Fortress Doctrine (Maelstrom Rising Book 5) Read online

Page 21


  The older man looked him in the eye then, for the first time. His eyes flicked to Fernandez and widened slightly as they moved back to Hank. It was as if he’d suddenly realized that the two men who’d come out of nowhere to help weren’t quite the simple Good Samaritans that he’d possibly assumed.

  After all, neither of them looked like ordinary civilians, even in civilian clothes. Both were hard and fit, though Fernandez was barrel-chested and burly, while Hank was lean and wolfish, with deep-set eyes above sharp, angular features and a black beard that he’d only started to grow in the last month or so.

  They both looked like meat-eaters, once anyone took a second to really look. They looked like killers.

  Which, of course, was exactly what they were.

  “He does know you,” Hank pressed, fixing Elizondo with an unblinking stare.

  “They robbed my store.” The older man sighed, his shoulders slumping in defeat. “I tried to stand up to them, but they said they’d rape my wife and daughter and chop my son into pieces in front of me before they killed me.” He spread his hands helplessly. “What could I do?”

  “Then? Nothing.” Hank looked around, making sure that the Vengadores weren’t coming back. “Now? There might be something. Come on. Let’s get away from the street.

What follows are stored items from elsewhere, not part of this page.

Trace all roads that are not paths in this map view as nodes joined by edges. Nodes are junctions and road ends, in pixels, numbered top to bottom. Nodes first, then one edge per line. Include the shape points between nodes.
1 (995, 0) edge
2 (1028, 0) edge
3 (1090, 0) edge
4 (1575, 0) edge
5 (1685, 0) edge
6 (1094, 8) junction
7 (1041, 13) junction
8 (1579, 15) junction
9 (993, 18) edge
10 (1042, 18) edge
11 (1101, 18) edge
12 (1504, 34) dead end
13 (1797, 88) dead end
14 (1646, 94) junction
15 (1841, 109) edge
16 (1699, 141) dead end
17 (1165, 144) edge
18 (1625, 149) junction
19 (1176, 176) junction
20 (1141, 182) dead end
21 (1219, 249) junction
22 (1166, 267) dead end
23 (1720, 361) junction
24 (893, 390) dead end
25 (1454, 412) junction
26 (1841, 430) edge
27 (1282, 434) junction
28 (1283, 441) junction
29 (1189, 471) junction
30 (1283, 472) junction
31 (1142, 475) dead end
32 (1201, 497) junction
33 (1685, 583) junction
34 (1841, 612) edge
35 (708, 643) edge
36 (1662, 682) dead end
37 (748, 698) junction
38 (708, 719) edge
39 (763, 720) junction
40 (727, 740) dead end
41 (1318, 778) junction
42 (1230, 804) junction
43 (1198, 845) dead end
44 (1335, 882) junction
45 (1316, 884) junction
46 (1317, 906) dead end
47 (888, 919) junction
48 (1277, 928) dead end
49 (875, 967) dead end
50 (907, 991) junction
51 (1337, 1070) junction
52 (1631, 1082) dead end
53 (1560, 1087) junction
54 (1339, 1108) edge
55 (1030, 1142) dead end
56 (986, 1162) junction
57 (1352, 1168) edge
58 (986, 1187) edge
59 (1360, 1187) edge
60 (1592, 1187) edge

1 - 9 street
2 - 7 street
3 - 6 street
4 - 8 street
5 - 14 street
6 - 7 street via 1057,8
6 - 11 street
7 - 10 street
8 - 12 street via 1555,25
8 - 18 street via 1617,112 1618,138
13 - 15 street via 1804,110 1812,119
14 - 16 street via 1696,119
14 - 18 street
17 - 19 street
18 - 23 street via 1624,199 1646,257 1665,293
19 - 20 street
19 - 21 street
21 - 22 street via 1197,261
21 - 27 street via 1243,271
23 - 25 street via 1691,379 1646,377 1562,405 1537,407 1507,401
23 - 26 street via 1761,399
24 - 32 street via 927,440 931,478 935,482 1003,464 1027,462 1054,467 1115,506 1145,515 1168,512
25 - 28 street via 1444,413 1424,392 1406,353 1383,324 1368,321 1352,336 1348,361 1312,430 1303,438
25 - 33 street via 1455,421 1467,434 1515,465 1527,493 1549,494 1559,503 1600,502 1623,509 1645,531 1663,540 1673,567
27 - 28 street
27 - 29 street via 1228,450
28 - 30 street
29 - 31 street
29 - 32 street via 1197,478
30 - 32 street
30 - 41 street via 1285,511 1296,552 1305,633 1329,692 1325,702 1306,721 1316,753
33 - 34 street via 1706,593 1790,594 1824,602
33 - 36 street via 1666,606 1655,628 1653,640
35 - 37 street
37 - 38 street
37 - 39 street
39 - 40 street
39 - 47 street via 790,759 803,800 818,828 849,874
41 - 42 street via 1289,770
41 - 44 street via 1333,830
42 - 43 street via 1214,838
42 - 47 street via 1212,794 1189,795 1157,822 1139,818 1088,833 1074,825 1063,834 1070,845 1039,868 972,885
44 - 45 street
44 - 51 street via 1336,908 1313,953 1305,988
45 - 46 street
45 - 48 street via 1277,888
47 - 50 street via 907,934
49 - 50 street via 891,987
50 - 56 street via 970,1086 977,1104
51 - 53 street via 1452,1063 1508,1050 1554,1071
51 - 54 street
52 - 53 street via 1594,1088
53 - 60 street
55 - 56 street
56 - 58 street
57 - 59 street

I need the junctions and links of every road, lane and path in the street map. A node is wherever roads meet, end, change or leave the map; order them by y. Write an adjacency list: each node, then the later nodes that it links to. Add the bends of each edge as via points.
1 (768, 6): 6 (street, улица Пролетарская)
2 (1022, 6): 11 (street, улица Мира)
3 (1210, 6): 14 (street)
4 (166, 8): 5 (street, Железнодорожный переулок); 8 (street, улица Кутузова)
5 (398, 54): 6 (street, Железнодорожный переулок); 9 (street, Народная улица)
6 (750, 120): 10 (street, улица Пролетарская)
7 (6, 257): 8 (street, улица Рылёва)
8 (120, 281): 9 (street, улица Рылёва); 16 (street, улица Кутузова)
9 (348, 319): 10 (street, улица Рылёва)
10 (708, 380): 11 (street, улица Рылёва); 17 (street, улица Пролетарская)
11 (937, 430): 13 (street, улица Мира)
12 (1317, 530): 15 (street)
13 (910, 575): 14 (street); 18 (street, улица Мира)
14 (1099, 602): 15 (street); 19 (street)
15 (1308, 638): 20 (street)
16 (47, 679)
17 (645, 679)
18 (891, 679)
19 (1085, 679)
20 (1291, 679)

  “We’ve got some questions, and you might be able to answer them.”

  Chapter 23

  It took about half an hour to get to Nikola Elizondo’s house. The younger men came with them; Elizondo had insisted that they should, especially Castaneda.

  Elizondo had led them along a twisting maze of side streets, deliberately keeping away from the main thoroughfares. Hank noticed, and from the way Fernandez was looking around, the other man did, too.

  Hank had called Vega via cell. It felt weird, after having gone almost entirely to radio comms, to be using a cell phone again, but it was the best option they had.

  “Send it.” Vega sounded like he was trying to stay quiet; there was some vague noise in the background. It sounded like he was near a marketplace or something.

  “Met a new friend.” The phones might be off-the-shelf, prepaid burners, but he wasn’t going to go into much detail over a non-secure line. “How about you?”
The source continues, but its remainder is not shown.